Assignment:
Read the lines below, and copy any that contain the string "Bakibab".

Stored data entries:
****************************************
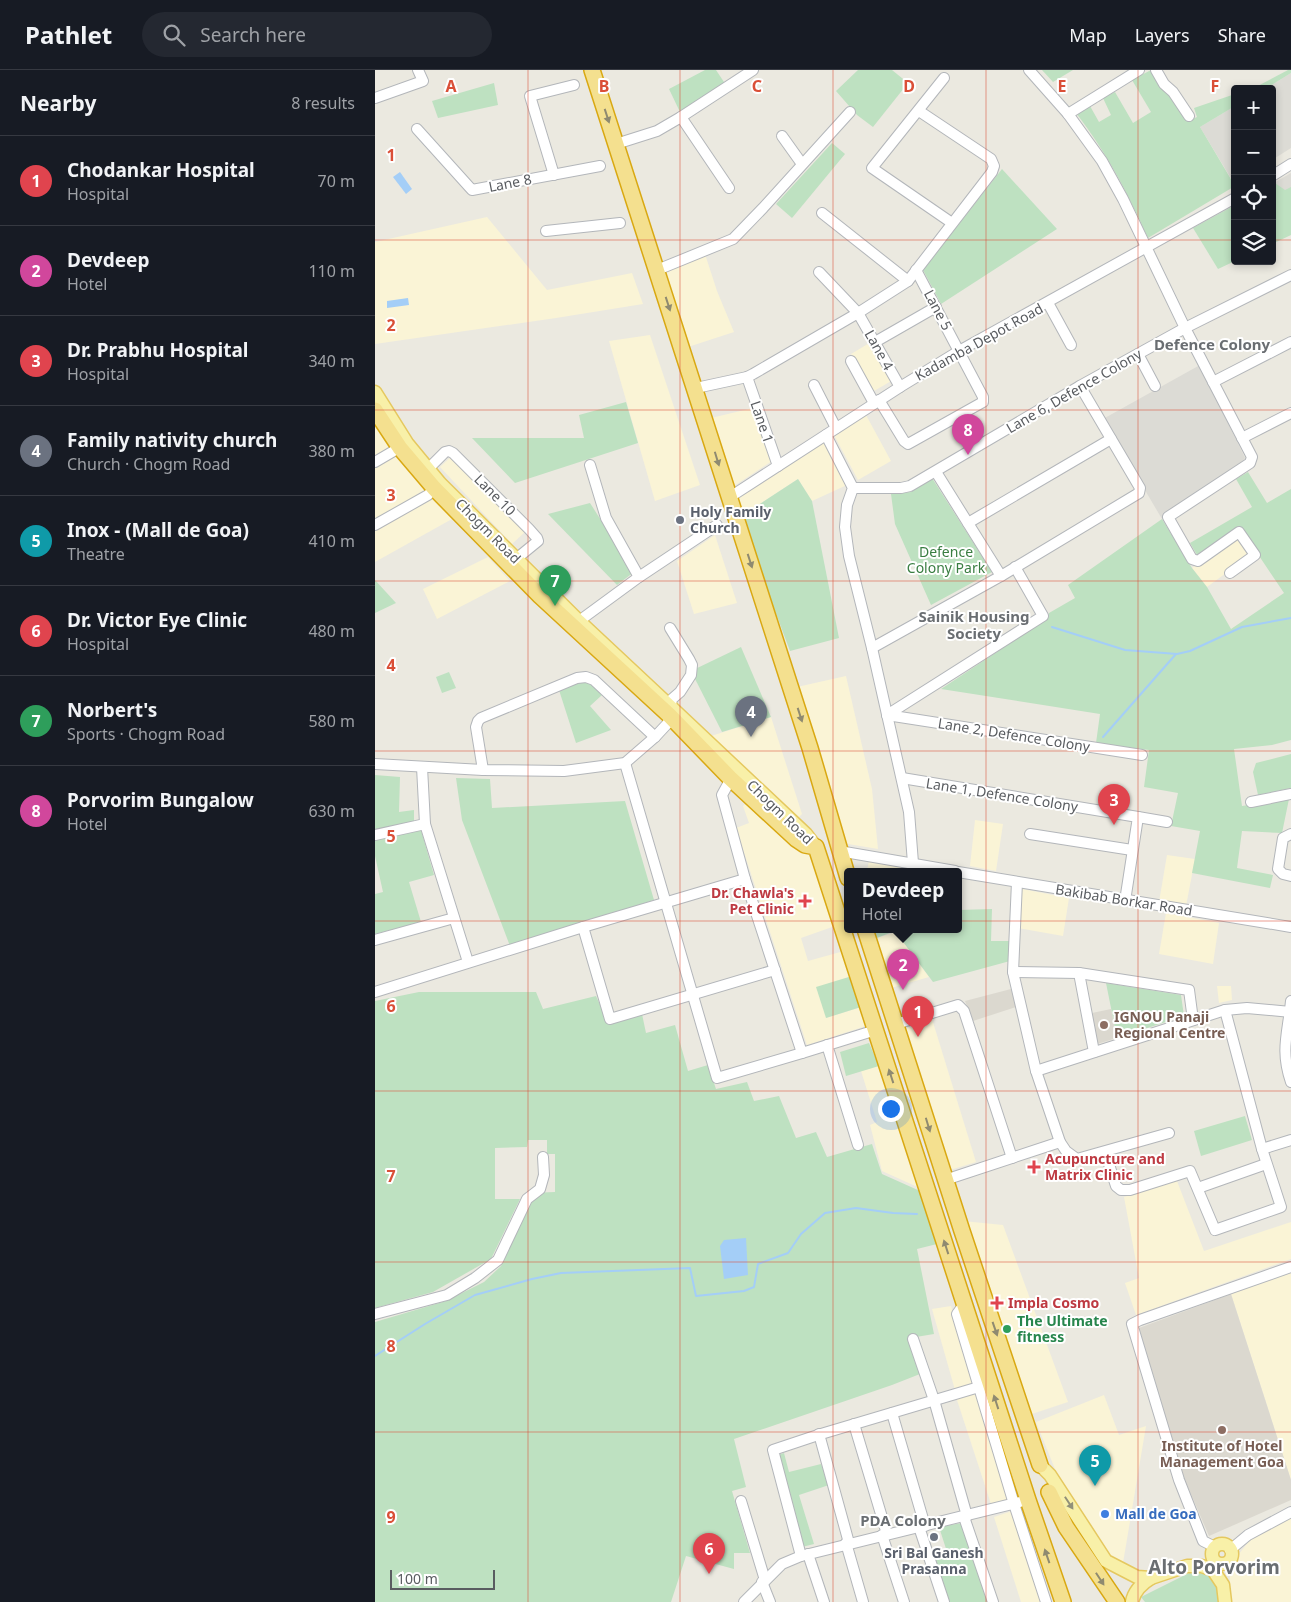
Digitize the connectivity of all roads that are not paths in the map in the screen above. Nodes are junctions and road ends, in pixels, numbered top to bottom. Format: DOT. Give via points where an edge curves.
graph roads {
  1 [pos="418,70"];
  2 [pos="592,70"];
  3 [pos="1029,70"];
  4 [pos="1139,70"];
  5 [pos="1156,70"];
  6 [pos="747,72"];
  7 [pos="944,78"];
  8 [pos="575,85"];
  9 [pos="375,98"];
  10 [pos="919,111"];
  11 [pos="850,112"];
  12 [pos="1068,114"];
  13 [pos="1189,116"];
  14 [pos="681,117"];
  15 [pos="417,129"];
  16 [pos="782,136"];
  17 [pos="616,144"];
  18 [pos="802,164"];
  19 [pos="1291,164"];
  20 [pos="600,166"];
  21 [pos="554,175"];
  22 [pos="1274,175"];
  23 [pos="729,188"];
  24 [pos="1231,200"];
  25 [pos="822,213"];
  26 [pos="620,223"];
  27 [pos="951,223"];
  28 [pos="545,232"];
  29 [pos="1146,249"];
  30 [pos="657,270"];
  31 [pos="916,270"];
  32 [pos="819,272"];
  33 [pos="1291,275"];
  34 [pos="908,281"];
  35 [pos="1048,303"];
  36 [pos="936,306"];
  37 [pos="858,313"];
  38 [pos="1185,328"];
  39 [pos="875,342"];
  40 [pos="1291,342"];
  41 [pos="1071,345"];
  42 [pos="959,351"];
  43 [pos="1138,354"];
  44 [pos="851,361"];
  45 [pos="747,377"];
  46 [pos="1213,382"];
  47 [pos="813,385"];
  48 [pos="1080,386"];
  49 [pos="1155,386"];
  50 [pos="900,387"];
  51 [pos="695,388"];
  52 [pos="375,392"];
  53 [pos="877,402"];
  54 [pos="375,410"];
  55 [pos="1291,412"];
  56 [pos="836,428"];
  57 [pos="827,435"];
  58 [pos="1242,438"];
  59 [pos="1111,439"];
  60 [pos="403,446"];
  61 [pos="375,462"];
  62 [pos="589,465"];
  63 [pos="777,466"];
  64 [pos="428,469"];
  65 [pos="936,472"];
  66 [pos="437,486"];
  67 [pos="853,488"];
  68 [pos="730,497"];
  69 [pos="968,523"];
  70 [pos="375,525"];
  71 [pos="717,525"];
  72 [pos="516,559"];
  73 [pos="1015,567"];
  74 [pos="1230,573"];
  75 [pos="1001,576"];
  76 [pos="639,577"];
  77 [pos="579,622"];
  78 [pos="670,628"];
  79 [pos="872,648"];
  80 [pos="670,711"];
  81 [pos="887,715"];
  82 [pos="655,738"];
  83 [pos="1142,755"];
  84 [pos="625,763"];
  85 [pos="375,764"];
  86 [pos="422,767"];
  87 [pos="483,770"];
  88 [pos="733,774"];
  89 [pos="902,778"];
  90 [pos="1291,794"];
  91 [pos="1251,802"];
  92 [pos="1138,817"];
  93 [pos="1167,822"];
  94 [pos="425,824"];
  95 [pos="1030,834"];
  96 [pos="1291,834"];
  97 [pos="375,835"];
  98 [pos="1132,850"];
  99 [pos="839,851"];
  100 [pos="913,863"];
  101 [pos="845,868"];
  102 [pos="937,868"];
  103 [pos="962,873"];
  104 [pos="1291,876"];
  105 [pos="745,879"];
  106 [pos="1017,882"];
  107 [pos="1125,901"];
  108 [pos="665,903"];
  109 [pos="455,918"];
  110 [pos="583,927"];
  111 [pos="1291,928"];
  112 [pos="844,932"];
  113 [pos="844,933"];
  114 [pos="866,933"];
  115 [pos="375,940"];
  116 [pos="468,962"];
  117 [pos="775,970"];
  118 [pos="1013,972"];
  119 [pos="1079,973"];
  120 [pos="375,992"];
  121 [pos="693,995"];
  122 [pos="1291,1008"];
  123 [pos="1225,1010"];
  124 [pos="1193,1020"];
  125 [pos="896,1024"];
  126 [pos="876,1030"];
  127 [pos="827,1045"];
  128 [pos="1094,1052"];
  129 [pos="802,1053"];
  130 [pos="1036,1071"];
  131 [pos="1291,1082"];
  132 [pos="1169,1133"];
  133 [pos="1291,1140"];
  134 [pos="1059,1142"];
  135 [pos="858,1145"];
  136 [pos="1262,1149"];
  137 [pos="1105,1152"];
  138 [pos="543,1157"];
  139 [pos="1012,1158"];
  140 [pos="1267,1164"];
  141 [pos="945,1180"];
  142 [pos="1198,1188"];
  143 [pos="1291,1267"];
  144 [pos="965,1304"];
  145 [pos="375,1314"];
  146 [pos="913,1339"];
  147 [pos="979,1387"];
  148 [pos="934,1400"];
  149 [pos="892,1413"];
  150 [pos="854,1424"];
  151 [pos="819,1434"];
  152 [pos="1040,1465"];
  153 [pos="1049,1492"];
  154 [pos="741,1501"];
  155 [pos="1021,1502"];
  156 [pos="1291,1512"];
  157 [pos="966,1517"];
  158 [pos="922,1526"];
  159 [pos="884,1535"];
  160 [pos="847,1543"];
  161 [pos="1230,1550"];
  162 [pos="1214,1552"];
  163 [pos="805,1555"];
  164 [pos="1225,1563"];
  165 [pos="1187,1566"];
  166 [pos="1151,1578"];
  167 [pos="763,1581"];
  168 [pos="1223,1585"];
  169 [pos="744,1602"];
  170 [pos="770,1602"];
  171 [pos="824,1602"];
  172 [pos="863,1602"];
  173 [pos="904,1602"];
  174 [pos="945,1602"];
  175 [pos="993,1602"];
  176 [pos="1047,1602"];
  177 [pos="1063,1602"];
  178 [pos="1117,1602"];
  179 [pos="1132,1602"];
  180 [pos="1225,1602"];
  1 -- 9 [label="street" via="423,81"];
  2 -- 17 [label="highway, one-way"];
  3 -- 12 [label="street"];
  4 -- 12 [label="street"];
  5 -- 13 [label="street"];
  6 -- 14 [label="street"];
  7 -- 10 [label="street"];
  8 -- 21 [label="street" via="530,96"];
  10 -- 27 [label="street" via="994,162 992,172"];
  10 -- 27 [label="street" via="872,168"];
  11 -- 18 [label="street"];
  12 -- 29 [label="street" via="1102,161"];
  14 -- 17 [label="street" via="657,130"];
  14 -- 23 [label="street"];
  15 -- 21 [label="street, Lane 8" via="472,190"];
  16 -- 18 [label="street"];
  17 -- 30 [label="highway"];
  18 -- 30 [label="street" via="733,239"];
  19 -- 22 [label="street"];
  20 -- 21 [label="street, Lane 8"];
  24 -- 29 [label="street, Kadamba Depot Road"];
  25 -- 34 [label="street"];
  26 -- 28 [label="street"];
  27 -- 31 [label="street"];
  29 -- 35 [label="street, Kadamba Depot Road"];
  29 -- 38 [label="street"];
  30 -- 51 [label="highway, one-way"];
  31 -- 34 [label="street"];
  31 -- 36 [label="street, Lane 5"];
  32 -- 37 [label="street, Lane 4"];
  33 -- 38 [label="street, Lane 6, Defence Colony"];
  34 -- 37 [label="street"];
  35 -- 41 [label="street"];
  35 -- 42 [label="street, Kadamba Depot Road"];
  36 -- 39 [label="street"];
  36 -- 42 [label="street, Lane 5"];
  37 -- 39 [label="street, Lane 4"];
  37 -- 45 [label="street"];
  38 -- 43 [label="street, Lane 6, Defence Colony"];
  38 -- 46 [label="street"];
  39 -- 50 [label="street, Lane 4"];
  40 -- 46 [label="street"];
  42 -- 50 [label="street, Kadamba Depot Road"];
  42 -- 53 [label="street, Lane 5" via="983,402 908,444"];
  43 -- 48 [label="street, Lane 6, Defence Colony"];
  43 -- 49 [label="street"];
  44 -- 53 [label="street"];
  45 -- 51 [label="street"];
  45 -- 63 [label="street, Lane 1"];
  46 -- 58 [label="street"];
  47 -- 56 [label="street"];
  48 -- 59 [label="street"];
  48 -- 65 [label="street, Lane 6, Defence Colony"];
  50 -- 53 [label="street, Kadamba Depot Road"];
  51 -- 68 [label="highway, one-way"];
  52 -- 60 [label="main road, Chogm Road"];
  53 -- 56 [label="street, Kadamba Depot Road"];
  54 -- 60 [label="highway, Chogm Road"];
  55 -- 58 [label="street"];
  56 -- 57 [label="street, Kadamba Depot Road"];
  57 -- 63 [label="street, Kadamba Depot Road"];
  57 -- 67 [label="street"];
  58 -- 74 [label="street" via="1252,457 1250,463 1168,517 1192,559 1198,561 1239,532 1255,555"];
  59 -- 69 [label="street"];
  59 -- 73 [label="street" via="1140,488 1139,493"];
  60 -- 61 [label="street"];
  60 -- 64 [label="main road, Chogm Road"];
  60 -- 66 [label="highway, Chogm Road"];
  62 -- 76 [label="street" via="606,518"];
  63 -- 68 [label="street, Kadamba Depot Road"];
  64 -- 66 [label="main road, Chogm Road"];
  64 -- 72 [label="street, Lane 10" via="445,452 453,453 529,528 538,541"];
  65 -- 67 [label="street, Lane 6, Defence Colony" via="901,488"];
  65 -- 69 [label="street"];
  66 -- 70 [label="street"];
  66 -- 72 [label="main road, Chogm Road"];
  66 -- 80 [label="highway, Chogm Road" via="540,596"];
  67 -- 79 [label="street" via="847,505 845,528"];
  68 -- 99 [label="highway, one-way" via="810,748"];
  69 -- 75 [label="street"];
  71 -- 76 [label="street"];
  72 -- 77 [label="main road, Chogm Road"];
  73 -- 75 [label="street"];
  73 -- 81 [label="street" via="1043,616"];
  75 -- 79 [label="street"];
  76 -- 77 [label="street"];
  77 -- 80 [label="main road, Chogm Road"];
  78 -- 80 [label="street" via="692,670 672,699"];
  79 -- 81 [label="street"];
  80 -- 82 [label="street" via="668,723"];
  80 -- 88 [label="highway, Chogm Road"];
  81 -- 83 [label="street, Lane 2, Defence Colony"];
  81 -- 89 [label="street"];
  82 -- 84 [label="street"];
  82 -- 87 [label="street" via="594,680 577,678 481,718 476,727"];
  84 -- 87 [label="street" via="565,770"];
  84 -- 108 [label="street"];
  85 -- 86 [label="street"];
  86 -- 87 [label="street"];
  86 -- 94 [label="street"];
  88 -- 105 [label="street" via="722,796"];
  88 -- 112 [label="highway, Chogm Road" via="795,839 805,845 816,846"];
  89 -- 92 [label="street, Lane 1, Defence Colony"];
  89 -- 100 [label="street" via="909,812"];
  90 -- 91 [label="street"];
  92 -- 93 [label="street, Lane 1, Defence Colony"];
  92 -- 98 [label="street"];
  94 -- 97 [label="street"];
  94 -- 109 [label="street"];
  95 -- 98 [label="street"];
  96 -- 104 [label="street" via="1283,838 1278,869"];
  98 -- 107 [label="street"];
  99 -- 100 [label="street, Bakibab Borkar Road"];
  99 -- 101 [label="highway"];
  100 -- 102 [label="street, Bakibab Borkar Road"];
  103 -- 106 [label="street, Bakibab Borkar Road"];
  105 -- 108 [label="street"];
  105 -- 117 [label="street"];
  106 -- 107 [label="street, Bakibab Borkar Road"];
  106 -- 118 [label="street"];
  107 -- 111 [label="street, Bakibab Borkar Road"];
  108 -- 110 [label="street"];
  108 -- 121 [label="street"];
  109 -- 115 [label="street"];
  109 -- 116 [label="street"];
  110 -- 116 [label="street"];
  110 -- 121 [label="street" via="610,1019"];
  113 -- 126 [label="highway, Chogm Road"];
  114 -- 125 [label="highway"];
  116 -- 120 [label="street"];
  117 -- 121 [label="street"];
  117 -- 129 [label="street"];
  118 -- 119 [label="street"];
  118 -- 130 [label="street"];
  119 -- 124 [label="street" via="1189,990"];
  119 -- 128 [label="street"];
  121 -- 129 [label="street" via="717,1078"];
  122 -- 123 [label="street"];
  122 -- 131 [label="street" via="1284,1049"];
  123 -- 124 [label="street"];
  123 -- 136 [label="street"];
  124 -- 128 [label="street"];
  125 -- 139 [label="street" via="958,1006 964,1011"];
  125 -- 141 [label="highway, one-way"];
  126 -- 127 [label="street"];
  144 -- 126 [label="highway, one-way"];
  127 -- 129 [label="street"];
  127 -- 135 [label="street"];
  128 -- 130 [label="street"];
  130 -- 134 [label="street"];
  132 -- 137 [label="street"];
  133 -- 136 [label="street"];
  134 -- 137 [label="street" via="1077,1159"];
  134 -- 139 [label="street"];
  136 -- 140 [label="street"];
  137 -- 142 [label="street" via="1116,1186 1121,1190 1190,1171"];
  138 -- 145 [label="street" via="544,1176 540,1189 527,1198 498,1260 447,1294"];
  139 -- 141 [label="street"];
  140 -- 142 [label="street"];
  140 -- 142 [label="street" via="1281,1207 1215,1230"];
  141 -- 152 [label="highway, one-way"];
  143 -- 162 [label="street" via="1132,1324 1179,1480 1203,1541"];
  144 -- 147 [label="street" via="957,1314"];
  155 -- 144 [label="highway, one-way"];
  146 -- 148 [label="street"];
  147 -- 148 [label="street"];
  147 -- 155 [label="street"];
  148 -- 149 [label="street"];
  148 -- 157 [label="street"];
  149 -- 150 [label="street"];
  149 -- 158 [label="street"];
  150 -- 151 [label="street"];
  150 -- 159 [label="street"];
  151 -- 160 [label="street"];
  151 -- 163 [label="street" via="773,1450"];
  152 -- 166 [label="main road, one-way" via="1050,1475 1106,1560 1137,1576"];
  153 -- 178 [label="highway, one-way" via="1066,1527"];
  154 -- 167 [label="street"];
  155 -- 157 [label="street"];
  155 -- 176 [label="street"];
  177 -- 155 [label="highway, one-way"];
  156 -- 161 [label="street" via="1248,1535"];
  157 -- 158 [label="street"];
  157 -- 175 [label="street"];
  158 -- 159 [label="street"];
  158 -- 174 [label="street"];
  159 -- 160 [label="street"];
  159 -- 173 [label="street"];
  160 -- 163 [label="street"];
  160 -- 172 [label="street"];
  161 -- 162 [label="main road" via="1223,1545"];
  161 -- 164 [label="main road" via="1230,1559"];
  162 -- 164 [label="main road" via="1219,1564"];
  162 -- 165 [label="main road"];
  163 -- 167 [label="street" via="782,1564"];
  163 -- 171 [label="street"];
  164 -- 168 [label="main road"];
  165 -- 166 [label="main road"];
  165 -- 168 [label="main road" via="1213,1570"];
  166 -- 179 [label="main road" via="1141,1583"];
  167 -- 169 [label="street"];
  167 -- 170 [label="street"];
  168 -- 180 [label="main road"];
}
****************************************
Response to this task:
  99 -- 100 [label="street, Bakibab Borkar Road"];
  100 -- 102 [label="street, Bakibab Borkar Road"];
  103 -- 106 [label="street, Bakibab Borkar Road"];
  106 -- 107 [label="street, Bakibab Borkar Road"];
  107 -- 111 [label="street, Bakibab Borkar Road"];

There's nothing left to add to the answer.